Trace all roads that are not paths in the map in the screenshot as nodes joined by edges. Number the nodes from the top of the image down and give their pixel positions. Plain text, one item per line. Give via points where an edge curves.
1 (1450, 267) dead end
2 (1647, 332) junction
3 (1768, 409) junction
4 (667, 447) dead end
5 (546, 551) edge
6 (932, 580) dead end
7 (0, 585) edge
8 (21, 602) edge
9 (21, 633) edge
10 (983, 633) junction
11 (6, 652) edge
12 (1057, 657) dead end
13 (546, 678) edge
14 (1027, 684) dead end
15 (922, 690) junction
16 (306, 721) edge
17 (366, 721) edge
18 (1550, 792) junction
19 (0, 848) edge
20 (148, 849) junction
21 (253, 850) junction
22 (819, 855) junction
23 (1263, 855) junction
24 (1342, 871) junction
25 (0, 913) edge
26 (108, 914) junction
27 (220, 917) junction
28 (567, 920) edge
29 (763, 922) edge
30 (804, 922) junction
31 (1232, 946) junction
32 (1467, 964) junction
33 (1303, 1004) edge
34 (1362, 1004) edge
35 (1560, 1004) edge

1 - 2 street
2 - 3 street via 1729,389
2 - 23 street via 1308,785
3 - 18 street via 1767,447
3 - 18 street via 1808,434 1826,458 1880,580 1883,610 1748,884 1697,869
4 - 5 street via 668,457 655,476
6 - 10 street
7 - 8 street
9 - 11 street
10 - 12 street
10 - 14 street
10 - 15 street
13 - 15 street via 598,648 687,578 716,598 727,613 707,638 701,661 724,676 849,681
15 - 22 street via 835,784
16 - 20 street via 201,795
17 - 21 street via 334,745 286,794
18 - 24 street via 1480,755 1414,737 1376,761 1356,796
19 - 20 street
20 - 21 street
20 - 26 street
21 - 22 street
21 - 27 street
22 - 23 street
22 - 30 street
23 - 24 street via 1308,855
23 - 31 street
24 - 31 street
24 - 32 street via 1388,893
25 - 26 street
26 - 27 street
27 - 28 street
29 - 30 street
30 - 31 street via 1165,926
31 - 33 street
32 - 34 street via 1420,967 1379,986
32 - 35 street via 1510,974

__Task to complete__:
All lines in the entries above that include "dead" should be found and copied.

__Result of the task__:
1 (1450, 267) dead end
4 (667, 447) dead end
6 (932, 580) dead end
12 (1057, 657) dead end
14 (1027, 684) dead end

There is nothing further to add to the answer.